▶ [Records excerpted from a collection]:
• • • • •
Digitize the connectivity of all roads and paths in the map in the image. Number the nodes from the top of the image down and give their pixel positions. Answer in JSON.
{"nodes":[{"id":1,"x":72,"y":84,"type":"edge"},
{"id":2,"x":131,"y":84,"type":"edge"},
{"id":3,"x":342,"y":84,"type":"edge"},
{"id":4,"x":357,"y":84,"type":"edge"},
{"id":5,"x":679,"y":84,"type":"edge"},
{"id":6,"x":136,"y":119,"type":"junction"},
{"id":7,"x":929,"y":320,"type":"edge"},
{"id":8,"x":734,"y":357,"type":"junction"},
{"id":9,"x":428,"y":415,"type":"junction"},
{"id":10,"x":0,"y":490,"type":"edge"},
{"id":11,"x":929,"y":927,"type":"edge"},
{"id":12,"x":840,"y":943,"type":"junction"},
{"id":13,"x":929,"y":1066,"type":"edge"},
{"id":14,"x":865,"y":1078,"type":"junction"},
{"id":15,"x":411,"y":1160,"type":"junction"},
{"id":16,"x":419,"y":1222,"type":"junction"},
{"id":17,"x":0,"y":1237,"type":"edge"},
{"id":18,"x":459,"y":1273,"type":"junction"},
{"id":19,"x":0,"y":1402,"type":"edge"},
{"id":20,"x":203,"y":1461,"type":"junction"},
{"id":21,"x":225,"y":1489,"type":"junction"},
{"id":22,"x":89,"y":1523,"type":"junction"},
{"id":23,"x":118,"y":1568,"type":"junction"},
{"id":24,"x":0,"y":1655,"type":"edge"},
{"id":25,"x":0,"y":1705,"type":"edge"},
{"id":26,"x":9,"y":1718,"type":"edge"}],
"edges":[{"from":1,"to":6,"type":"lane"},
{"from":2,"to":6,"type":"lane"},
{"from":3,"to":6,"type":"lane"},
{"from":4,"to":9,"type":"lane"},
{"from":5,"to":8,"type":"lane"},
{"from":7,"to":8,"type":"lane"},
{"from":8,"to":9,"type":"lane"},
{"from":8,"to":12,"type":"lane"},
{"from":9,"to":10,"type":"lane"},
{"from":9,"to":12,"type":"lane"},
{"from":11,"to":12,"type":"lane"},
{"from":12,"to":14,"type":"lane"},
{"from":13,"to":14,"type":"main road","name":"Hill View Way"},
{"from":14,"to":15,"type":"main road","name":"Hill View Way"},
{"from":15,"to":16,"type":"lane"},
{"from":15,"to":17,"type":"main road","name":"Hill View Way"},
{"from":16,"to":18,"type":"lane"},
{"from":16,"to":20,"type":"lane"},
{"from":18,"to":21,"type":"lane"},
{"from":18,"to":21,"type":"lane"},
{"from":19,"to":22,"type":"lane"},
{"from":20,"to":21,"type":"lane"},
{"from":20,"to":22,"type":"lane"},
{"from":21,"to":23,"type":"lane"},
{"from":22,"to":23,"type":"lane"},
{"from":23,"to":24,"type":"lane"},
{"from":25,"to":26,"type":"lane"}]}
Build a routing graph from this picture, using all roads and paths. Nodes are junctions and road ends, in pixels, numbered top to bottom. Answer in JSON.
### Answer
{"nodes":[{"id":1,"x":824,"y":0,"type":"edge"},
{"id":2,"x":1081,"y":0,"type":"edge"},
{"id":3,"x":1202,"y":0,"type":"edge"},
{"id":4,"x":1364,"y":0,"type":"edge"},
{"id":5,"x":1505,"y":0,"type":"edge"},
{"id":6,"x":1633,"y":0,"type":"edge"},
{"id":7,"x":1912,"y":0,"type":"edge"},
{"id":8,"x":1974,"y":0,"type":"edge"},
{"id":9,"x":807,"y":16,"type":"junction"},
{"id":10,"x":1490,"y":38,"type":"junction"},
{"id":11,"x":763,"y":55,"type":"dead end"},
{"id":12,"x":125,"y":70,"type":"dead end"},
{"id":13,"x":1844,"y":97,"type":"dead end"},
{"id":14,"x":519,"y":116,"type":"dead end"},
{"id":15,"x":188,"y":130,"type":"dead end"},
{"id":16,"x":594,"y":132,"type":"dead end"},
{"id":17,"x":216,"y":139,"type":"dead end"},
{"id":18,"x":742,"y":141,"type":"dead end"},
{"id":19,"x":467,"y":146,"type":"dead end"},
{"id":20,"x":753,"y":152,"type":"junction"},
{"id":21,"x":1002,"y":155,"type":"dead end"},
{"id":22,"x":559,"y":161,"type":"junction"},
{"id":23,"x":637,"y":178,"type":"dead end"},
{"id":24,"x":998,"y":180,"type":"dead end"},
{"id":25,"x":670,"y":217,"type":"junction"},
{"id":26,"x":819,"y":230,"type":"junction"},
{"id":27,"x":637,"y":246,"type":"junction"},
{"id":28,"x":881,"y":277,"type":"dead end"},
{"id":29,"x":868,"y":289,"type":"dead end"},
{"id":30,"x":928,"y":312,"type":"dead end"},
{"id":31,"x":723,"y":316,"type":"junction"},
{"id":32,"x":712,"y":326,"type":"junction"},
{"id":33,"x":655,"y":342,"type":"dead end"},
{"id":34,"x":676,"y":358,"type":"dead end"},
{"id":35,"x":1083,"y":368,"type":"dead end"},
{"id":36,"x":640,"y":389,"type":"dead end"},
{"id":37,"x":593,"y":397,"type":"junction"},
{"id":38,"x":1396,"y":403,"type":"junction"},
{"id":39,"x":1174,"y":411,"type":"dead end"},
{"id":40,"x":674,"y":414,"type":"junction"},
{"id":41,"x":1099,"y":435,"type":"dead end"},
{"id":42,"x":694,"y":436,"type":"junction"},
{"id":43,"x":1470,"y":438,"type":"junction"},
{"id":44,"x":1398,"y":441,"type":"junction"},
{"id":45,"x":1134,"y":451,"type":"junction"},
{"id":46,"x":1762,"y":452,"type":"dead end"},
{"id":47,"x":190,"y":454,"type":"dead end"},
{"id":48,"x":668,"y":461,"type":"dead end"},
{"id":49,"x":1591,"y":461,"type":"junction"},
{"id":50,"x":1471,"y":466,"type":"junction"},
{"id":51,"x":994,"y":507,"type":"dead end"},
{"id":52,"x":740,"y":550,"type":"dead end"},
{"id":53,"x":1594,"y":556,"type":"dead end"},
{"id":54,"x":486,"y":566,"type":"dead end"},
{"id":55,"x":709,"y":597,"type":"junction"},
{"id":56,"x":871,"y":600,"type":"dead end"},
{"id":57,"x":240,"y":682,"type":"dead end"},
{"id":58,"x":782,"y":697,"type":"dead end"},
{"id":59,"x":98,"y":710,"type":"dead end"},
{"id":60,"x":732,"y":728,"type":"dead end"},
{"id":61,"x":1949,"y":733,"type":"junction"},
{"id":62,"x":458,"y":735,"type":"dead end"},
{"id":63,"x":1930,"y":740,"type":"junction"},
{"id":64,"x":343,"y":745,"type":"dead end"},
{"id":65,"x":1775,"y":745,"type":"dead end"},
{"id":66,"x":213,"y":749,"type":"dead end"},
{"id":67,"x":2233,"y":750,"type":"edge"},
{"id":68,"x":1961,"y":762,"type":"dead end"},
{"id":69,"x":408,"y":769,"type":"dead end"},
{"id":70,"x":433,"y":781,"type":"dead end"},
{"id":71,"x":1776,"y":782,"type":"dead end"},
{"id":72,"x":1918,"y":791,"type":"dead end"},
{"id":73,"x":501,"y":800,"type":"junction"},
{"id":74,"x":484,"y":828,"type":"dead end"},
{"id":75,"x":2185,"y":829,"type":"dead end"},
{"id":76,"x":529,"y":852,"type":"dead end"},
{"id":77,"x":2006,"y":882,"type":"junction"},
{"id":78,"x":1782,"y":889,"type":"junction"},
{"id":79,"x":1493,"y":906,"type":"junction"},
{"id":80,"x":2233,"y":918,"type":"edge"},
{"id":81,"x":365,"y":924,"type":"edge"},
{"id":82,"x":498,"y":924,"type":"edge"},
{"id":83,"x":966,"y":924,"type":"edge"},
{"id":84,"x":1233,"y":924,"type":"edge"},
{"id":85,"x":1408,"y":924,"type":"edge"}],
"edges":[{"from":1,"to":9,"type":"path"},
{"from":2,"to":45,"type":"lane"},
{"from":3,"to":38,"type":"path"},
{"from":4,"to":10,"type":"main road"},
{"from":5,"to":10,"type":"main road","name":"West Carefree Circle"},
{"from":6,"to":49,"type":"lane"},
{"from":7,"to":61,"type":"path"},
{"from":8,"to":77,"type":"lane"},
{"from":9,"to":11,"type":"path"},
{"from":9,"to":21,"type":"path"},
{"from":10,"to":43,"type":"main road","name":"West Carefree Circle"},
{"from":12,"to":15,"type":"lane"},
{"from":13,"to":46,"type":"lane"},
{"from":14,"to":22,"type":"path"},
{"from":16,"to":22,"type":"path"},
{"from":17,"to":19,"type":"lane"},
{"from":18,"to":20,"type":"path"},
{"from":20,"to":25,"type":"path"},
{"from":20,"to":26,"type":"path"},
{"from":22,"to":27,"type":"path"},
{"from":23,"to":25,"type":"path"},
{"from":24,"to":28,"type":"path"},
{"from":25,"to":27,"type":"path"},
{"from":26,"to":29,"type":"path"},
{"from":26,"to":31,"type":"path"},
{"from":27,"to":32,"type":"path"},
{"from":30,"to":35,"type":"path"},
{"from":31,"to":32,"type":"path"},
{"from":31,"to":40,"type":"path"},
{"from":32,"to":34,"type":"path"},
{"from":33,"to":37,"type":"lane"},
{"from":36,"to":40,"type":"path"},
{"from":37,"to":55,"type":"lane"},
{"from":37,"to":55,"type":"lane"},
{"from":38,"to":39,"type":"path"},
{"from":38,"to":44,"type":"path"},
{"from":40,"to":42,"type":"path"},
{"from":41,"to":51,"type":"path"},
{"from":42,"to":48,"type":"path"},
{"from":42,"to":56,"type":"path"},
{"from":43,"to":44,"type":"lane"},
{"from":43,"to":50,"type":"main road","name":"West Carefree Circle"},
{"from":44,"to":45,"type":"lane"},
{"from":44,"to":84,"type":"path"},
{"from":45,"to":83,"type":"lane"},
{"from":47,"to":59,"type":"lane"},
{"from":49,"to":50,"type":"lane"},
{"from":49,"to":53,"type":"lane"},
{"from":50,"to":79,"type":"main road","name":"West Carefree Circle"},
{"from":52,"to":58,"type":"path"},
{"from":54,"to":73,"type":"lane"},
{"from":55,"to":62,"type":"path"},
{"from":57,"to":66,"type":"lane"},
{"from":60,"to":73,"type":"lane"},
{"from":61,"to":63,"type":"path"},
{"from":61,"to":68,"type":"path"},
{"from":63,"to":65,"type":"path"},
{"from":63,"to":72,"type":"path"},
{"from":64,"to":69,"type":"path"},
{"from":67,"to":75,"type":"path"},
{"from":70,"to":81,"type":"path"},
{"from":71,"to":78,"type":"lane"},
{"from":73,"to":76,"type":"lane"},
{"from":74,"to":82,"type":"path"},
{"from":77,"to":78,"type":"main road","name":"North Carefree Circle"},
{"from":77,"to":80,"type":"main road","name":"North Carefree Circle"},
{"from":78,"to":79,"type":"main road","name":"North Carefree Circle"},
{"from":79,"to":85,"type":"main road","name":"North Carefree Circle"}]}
• • • • •
▶ [What to do]: Search the records line by line for the word "Hill" and copy every line where it appears.

▶ [Result for this exercise]:
{"from":13,"to":14,"type":"main road","name":"Hill View Way"},
{"from":14,"to":15,"type":"main road","name":"Hill View Way"},
{"from":15,"to":17,"type":"main road","name":"Hill View Way"},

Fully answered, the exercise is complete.